India's fledgling organised retail sector is expected to double in physical size in just three years. Although organised retail still only accounts for an estimated 3% of India's total retail market, the ambitious expansion plans of businesses point to a doubling of retail outlets and retail space in the next three years.
The report, produced by KPMG and the Federation of Indian Chambers of Commerce and Industry (FICCI), does suggest, though, that there could be a slight problem on the horizon with over-capacity in the new shopping malls becoming a distinct possibility.
Retailing in India is presently estimated to be worth US$200 billion, of which organised retailing accounts for US$6.4 billion. By 2010, that figure is expected to have grown to US$23 billion.
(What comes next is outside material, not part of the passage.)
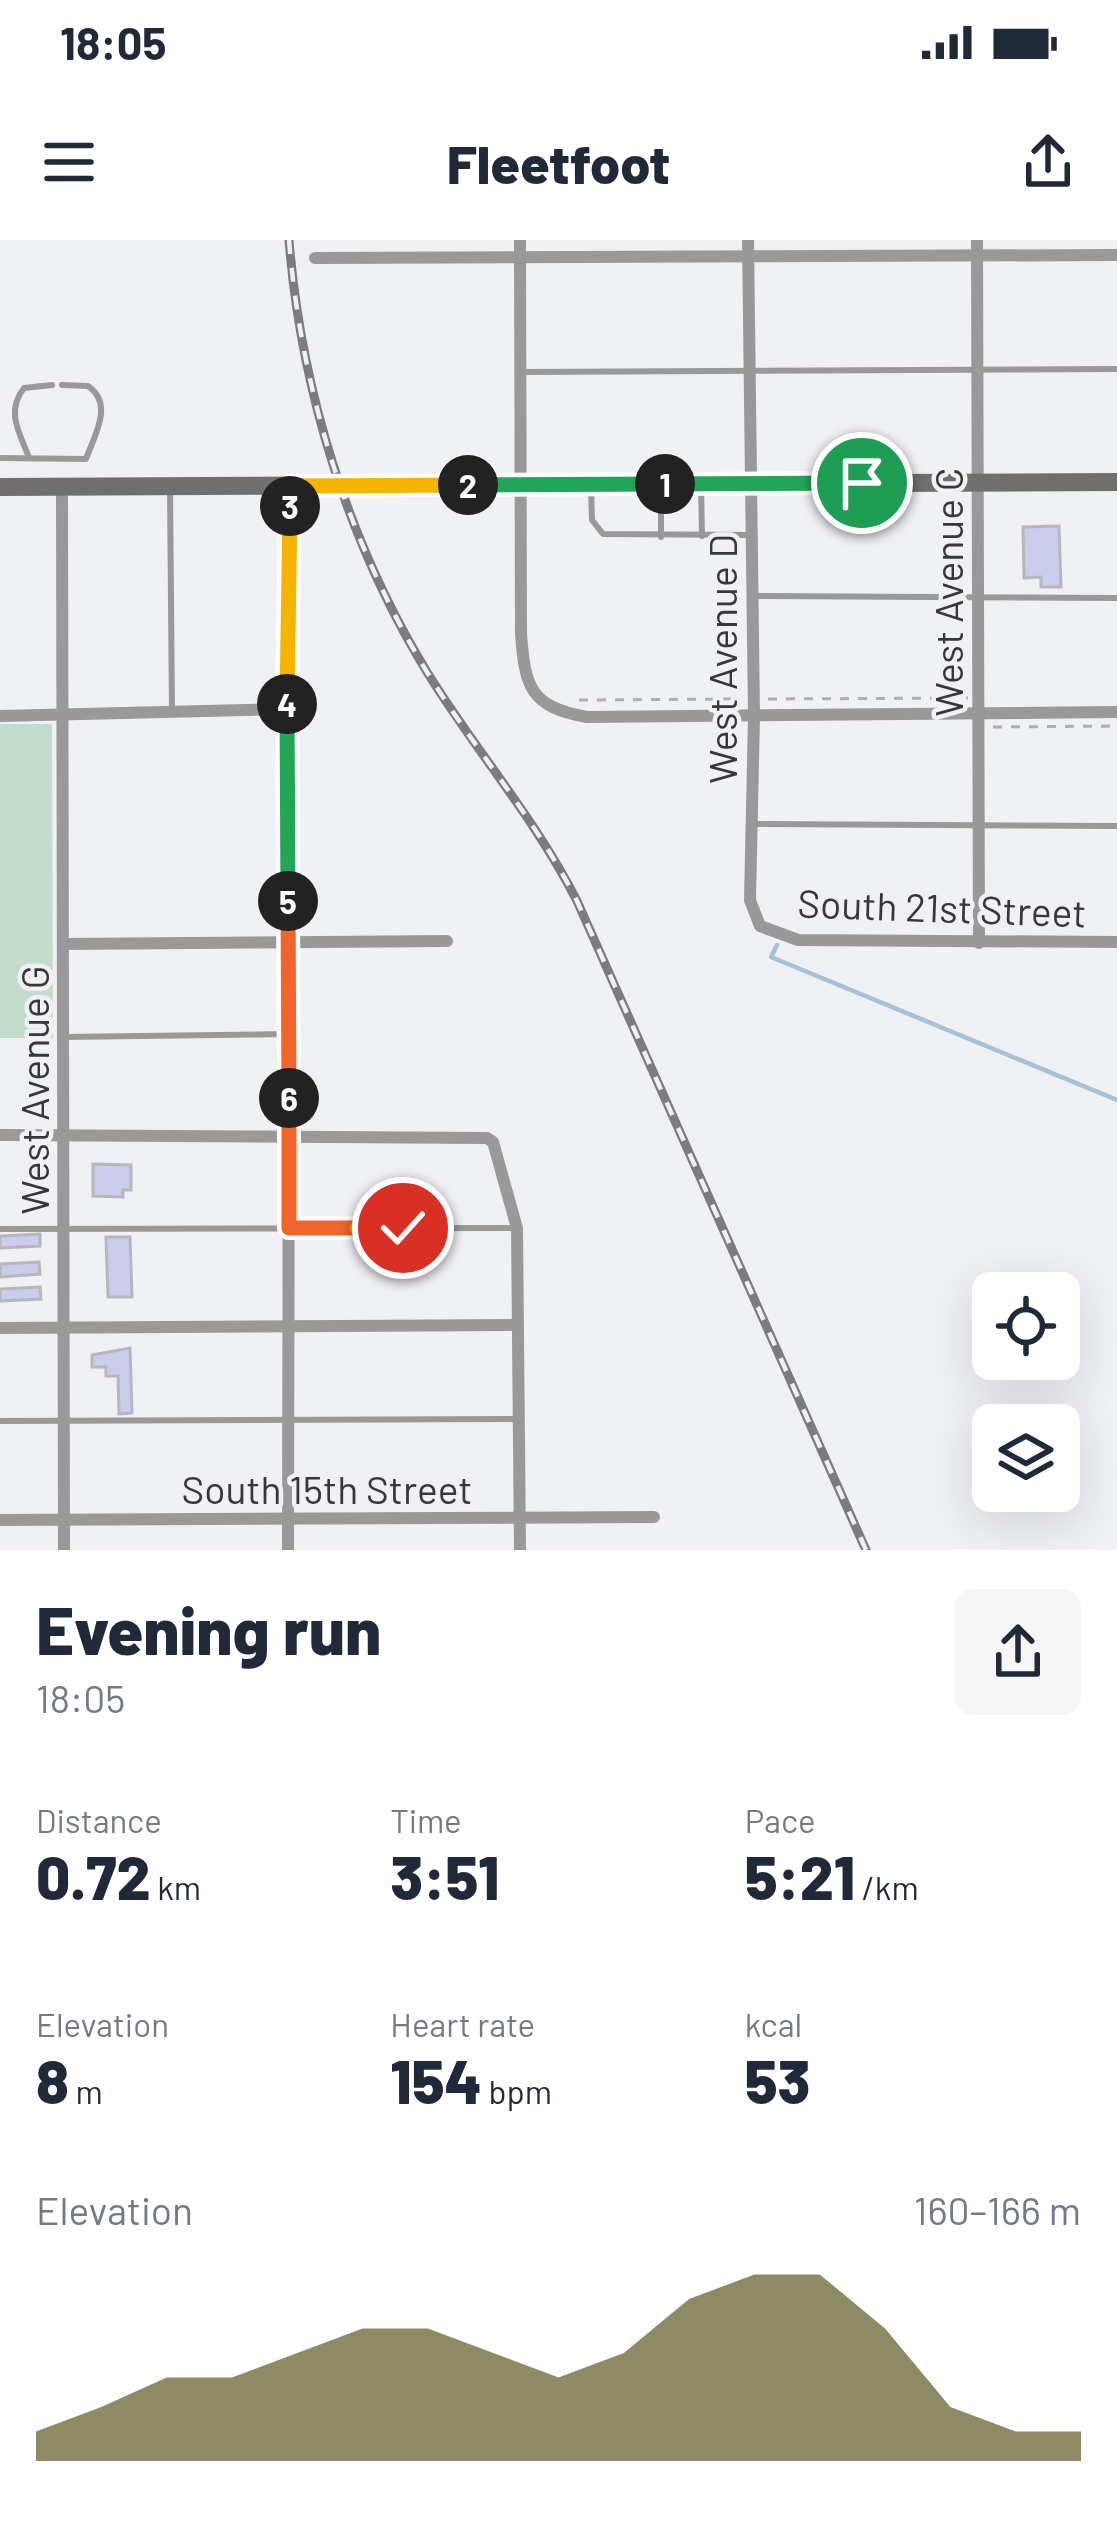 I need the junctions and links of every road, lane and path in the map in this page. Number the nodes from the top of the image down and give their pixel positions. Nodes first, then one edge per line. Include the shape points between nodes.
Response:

When interviewing a selection of retail CEOs for the report, KPMG discovered that 70% of the businesses expect to grow in excess of 40% a year in the next three years.
Commenting on the report's findings, KPMG's Deepankar Sanwalka said: "Statistics like this show the organised Indian retail sector is just starting to realise the massive potential which it obviously has. Retail businesses are becoming more sophisticated in their offerings and adjusting their growth targets accordingly."
He also pointed out: "Due to the high cost of retail space in the increasingly congested cities, retailers are welcoming the emergence of a mall culture. Such has been the zeal with which this format has been accepted that it is predicted that 68 million square feet of mall space will be available by the end of 2007."